[Data — start]

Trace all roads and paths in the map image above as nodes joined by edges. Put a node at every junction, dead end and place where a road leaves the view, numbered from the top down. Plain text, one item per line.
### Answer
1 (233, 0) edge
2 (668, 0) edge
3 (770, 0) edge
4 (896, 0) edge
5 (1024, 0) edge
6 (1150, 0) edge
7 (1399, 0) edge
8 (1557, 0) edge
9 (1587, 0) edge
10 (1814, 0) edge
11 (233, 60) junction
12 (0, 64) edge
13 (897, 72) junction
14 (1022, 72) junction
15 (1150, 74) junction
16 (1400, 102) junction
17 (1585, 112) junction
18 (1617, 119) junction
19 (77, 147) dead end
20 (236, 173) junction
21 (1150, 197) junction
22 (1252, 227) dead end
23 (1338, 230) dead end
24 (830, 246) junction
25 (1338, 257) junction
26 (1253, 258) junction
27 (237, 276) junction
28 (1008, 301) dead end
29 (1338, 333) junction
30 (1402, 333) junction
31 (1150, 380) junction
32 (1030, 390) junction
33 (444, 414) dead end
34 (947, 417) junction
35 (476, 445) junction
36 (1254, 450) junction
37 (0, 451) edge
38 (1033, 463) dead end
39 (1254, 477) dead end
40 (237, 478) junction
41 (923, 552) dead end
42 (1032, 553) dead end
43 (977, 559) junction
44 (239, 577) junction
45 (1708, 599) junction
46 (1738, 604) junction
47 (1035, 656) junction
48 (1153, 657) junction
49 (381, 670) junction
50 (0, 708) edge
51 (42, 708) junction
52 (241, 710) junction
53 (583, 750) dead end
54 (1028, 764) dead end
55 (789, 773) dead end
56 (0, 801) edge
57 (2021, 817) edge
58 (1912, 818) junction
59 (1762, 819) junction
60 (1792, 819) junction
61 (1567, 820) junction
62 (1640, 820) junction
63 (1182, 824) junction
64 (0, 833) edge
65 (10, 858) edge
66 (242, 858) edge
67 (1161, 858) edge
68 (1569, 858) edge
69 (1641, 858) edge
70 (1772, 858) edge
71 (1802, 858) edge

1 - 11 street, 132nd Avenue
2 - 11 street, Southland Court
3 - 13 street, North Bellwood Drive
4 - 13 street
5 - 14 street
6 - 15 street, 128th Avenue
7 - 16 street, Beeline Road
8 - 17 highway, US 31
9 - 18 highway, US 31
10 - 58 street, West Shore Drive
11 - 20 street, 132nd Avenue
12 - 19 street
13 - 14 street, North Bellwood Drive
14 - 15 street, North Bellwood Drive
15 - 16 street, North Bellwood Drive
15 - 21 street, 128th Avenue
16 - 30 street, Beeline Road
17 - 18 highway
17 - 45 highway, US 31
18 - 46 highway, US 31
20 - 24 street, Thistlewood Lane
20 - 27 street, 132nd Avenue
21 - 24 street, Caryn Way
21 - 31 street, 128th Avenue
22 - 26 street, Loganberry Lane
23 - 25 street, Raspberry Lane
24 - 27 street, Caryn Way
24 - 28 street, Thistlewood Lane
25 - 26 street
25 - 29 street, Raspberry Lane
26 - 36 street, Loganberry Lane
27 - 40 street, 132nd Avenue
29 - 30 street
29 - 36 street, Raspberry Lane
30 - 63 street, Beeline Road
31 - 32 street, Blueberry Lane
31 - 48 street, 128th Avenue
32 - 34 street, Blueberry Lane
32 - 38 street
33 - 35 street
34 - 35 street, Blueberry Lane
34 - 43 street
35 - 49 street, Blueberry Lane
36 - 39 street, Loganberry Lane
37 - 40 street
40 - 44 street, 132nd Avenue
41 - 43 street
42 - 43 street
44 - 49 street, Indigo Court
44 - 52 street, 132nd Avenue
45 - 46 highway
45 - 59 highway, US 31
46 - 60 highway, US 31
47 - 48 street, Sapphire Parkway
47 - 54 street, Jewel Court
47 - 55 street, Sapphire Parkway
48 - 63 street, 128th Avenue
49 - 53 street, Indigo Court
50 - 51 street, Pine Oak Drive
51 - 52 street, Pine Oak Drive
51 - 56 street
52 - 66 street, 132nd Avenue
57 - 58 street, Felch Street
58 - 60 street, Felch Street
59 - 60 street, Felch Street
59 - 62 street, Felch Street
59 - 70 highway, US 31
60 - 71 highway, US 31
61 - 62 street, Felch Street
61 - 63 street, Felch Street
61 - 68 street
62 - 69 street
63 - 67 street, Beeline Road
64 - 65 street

[Data — finish]

§ Exercise goal
When a line of the records holds the word "Loganberry", copy that line.

§ Output for this task
22 - 26 street, Loganberry Lane
26 - 36 street, Loganberry Lane
36 - 39 street, Loganberry Lane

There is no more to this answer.